Se ha dicho que el nadaísmo no era en sí una propuesta estética, pero sí existencial y política, ¿espiritual? En todos sus miembros hay una tendencia a escribir con un discurso más narrativo con tonos de irreverencia y humor, a contrapelo de la poesía de tu país y en general de América Latina, tan afecta a la solemnidad y el drama. ¿Había esa poética, por llamarla de algún modo?

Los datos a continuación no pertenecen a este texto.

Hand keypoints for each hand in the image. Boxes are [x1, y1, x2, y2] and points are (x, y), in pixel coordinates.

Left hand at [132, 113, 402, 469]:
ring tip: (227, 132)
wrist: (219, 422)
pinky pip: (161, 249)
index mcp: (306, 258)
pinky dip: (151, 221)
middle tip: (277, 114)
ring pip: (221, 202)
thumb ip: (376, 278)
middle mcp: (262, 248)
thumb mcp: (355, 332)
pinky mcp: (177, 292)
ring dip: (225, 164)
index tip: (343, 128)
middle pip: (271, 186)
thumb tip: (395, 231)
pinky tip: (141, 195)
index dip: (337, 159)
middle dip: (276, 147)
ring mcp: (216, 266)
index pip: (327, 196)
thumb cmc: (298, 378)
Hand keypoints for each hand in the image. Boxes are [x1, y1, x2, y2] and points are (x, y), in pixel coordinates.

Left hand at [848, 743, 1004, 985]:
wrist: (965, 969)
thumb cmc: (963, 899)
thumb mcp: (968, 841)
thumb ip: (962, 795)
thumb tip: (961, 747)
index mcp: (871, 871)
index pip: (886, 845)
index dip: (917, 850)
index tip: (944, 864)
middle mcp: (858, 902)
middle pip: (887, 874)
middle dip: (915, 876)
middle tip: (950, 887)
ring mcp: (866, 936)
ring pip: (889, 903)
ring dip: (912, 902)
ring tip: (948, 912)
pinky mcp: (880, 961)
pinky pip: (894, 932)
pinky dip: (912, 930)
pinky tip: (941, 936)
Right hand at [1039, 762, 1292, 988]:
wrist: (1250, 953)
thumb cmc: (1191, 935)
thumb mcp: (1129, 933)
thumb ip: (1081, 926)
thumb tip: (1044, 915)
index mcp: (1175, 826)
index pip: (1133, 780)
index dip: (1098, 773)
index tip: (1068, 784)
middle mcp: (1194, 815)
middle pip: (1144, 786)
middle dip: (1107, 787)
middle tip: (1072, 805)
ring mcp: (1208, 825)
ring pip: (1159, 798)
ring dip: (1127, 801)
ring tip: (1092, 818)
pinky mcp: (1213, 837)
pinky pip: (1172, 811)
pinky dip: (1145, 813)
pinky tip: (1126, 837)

Más que un movimiento literario, el nadaísmo fue un movimiento social, así le creáramos desconfianza a la izquierda, que en muchas ocasiones se aprovechó de nosotros para agredir con más contundencia a la burguesía, que con sus manidas consignas. Pero como nosotros éramos enemigos del trabajo, no podíamos luchar por el poder para las clases trabajadoras. Y también era una actitud vital, por encima del compromiso sartriano. Fumamos cannabis hasta que por generación espontánea surgieron los hippies. Y allí sí comenzó la fiesta contra la guerra. Así, el beatnik Allen Ginsberg se convirtió en su santón. Y a la larga, el nadaísmo tuvo visos de filosofía, porque nos preguntan de todo. ¿Qué es Dios para el nadaísmo, qué posición adoptan frente a la homosexualidad, cómo nos figuramos el fin del mundo, puede un nadaísta casarse, y, definitivamente, qué putas es el nadaísmo?

 

Está ese poema tuyo que se volvió emblemático, “Después de la guerra”. ¿En qué circunstancias lo escribiste?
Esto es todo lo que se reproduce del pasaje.